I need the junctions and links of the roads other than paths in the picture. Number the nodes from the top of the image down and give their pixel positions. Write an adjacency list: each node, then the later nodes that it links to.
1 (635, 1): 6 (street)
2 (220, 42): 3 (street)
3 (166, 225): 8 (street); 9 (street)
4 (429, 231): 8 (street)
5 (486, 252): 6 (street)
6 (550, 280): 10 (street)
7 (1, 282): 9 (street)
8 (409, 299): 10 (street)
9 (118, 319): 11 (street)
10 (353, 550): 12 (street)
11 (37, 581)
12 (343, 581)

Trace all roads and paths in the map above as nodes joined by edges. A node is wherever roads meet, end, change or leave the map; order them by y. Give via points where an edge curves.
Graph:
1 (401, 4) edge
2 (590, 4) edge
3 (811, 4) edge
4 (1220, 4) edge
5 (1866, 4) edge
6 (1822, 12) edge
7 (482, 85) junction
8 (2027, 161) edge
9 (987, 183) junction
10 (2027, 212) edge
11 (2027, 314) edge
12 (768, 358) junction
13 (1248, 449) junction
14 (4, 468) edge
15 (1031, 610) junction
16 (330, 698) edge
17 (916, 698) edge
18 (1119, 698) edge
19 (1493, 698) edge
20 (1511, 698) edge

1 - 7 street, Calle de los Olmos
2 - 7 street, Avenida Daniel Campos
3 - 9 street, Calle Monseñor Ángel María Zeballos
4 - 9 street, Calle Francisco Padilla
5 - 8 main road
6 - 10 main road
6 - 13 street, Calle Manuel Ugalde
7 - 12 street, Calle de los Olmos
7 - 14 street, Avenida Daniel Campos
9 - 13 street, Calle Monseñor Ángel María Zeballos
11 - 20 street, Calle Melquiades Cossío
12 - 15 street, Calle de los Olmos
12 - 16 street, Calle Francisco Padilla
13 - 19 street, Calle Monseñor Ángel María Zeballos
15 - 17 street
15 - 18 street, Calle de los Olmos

- Task to carry out -
Reproduce the records above exactly as they appear.

- Result of the exercise -
I need the junctions and links of the roads other than paths in the picture. Number the nodes from the top of the image down and give their pixel positions. Write an adjacency list: each node, then the later nodes that it links to.
1 (635, 1): 6 (street)
2 (220, 42): 3 (street)
3 (166, 225): 8 (street); 9 (street)
4 (429, 231): 8 (street)
5 (486, 252): 6 (street)
6 (550, 280): 10 (street)
7 (1, 282): 9 (street)
8 (409, 299): 10 (street)
9 (118, 319): 11 (street)
10 (353, 550): 12 (street)
11 (37, 581)
12 (343, 581)

Trace all roads and paths in the map above as nodes joined by edges. A node is wherever roads meet, end, change or leave the map; order them by y. Give via points where an edge curves.
Graph:
1 (401, 4) edge
2 (590, 4) edge
3 (811, 4) edge
4 (1220, 4) edge
5 (1866, 4) edge
6 (1822, 12) edge
7 (482, 85) junction
8 (2027, 161) edge
9 (987, 183) junction
10 (2027, 212) edge
11 (2027, 314) edge
12 (768, 358) junction
13 (1248, 449) junction
14 (4, 468) edge
15 (1031, 610) junction
16 (330, 698) edge
17 (916, 698) edge
18 (1119, 698) edge
19 (1493, 698) edge
20 (1511, 698) edge

1 - 7 street, Calle de los Olmos
2 - 7 street, Avenida Daniel Campos
3 - 9 street, Calle Monseñor Ángel María Zeballos
4 - 9 street, Calle Francisco Padilla
5 - 8 main road
6 - 10 main road
6 - 13 street, Calle Manuel Ugalde
7 - 12 street, Calle de los Olmos
7 - 14 street, Avenida Daniel Campos
9 - 13 street, Calle Monseñor Ángel María Zeballos
11 - 20 street, Calle Melquiades Cossío
12 - 15 street, Calle de los Olmos
12 - 16 street, Calle Francisco Padilla
13 - 19 street, Calle Monseñor Ángel María Zeballos
15 - 17 street
15 - 18 street, Calle de los Olmos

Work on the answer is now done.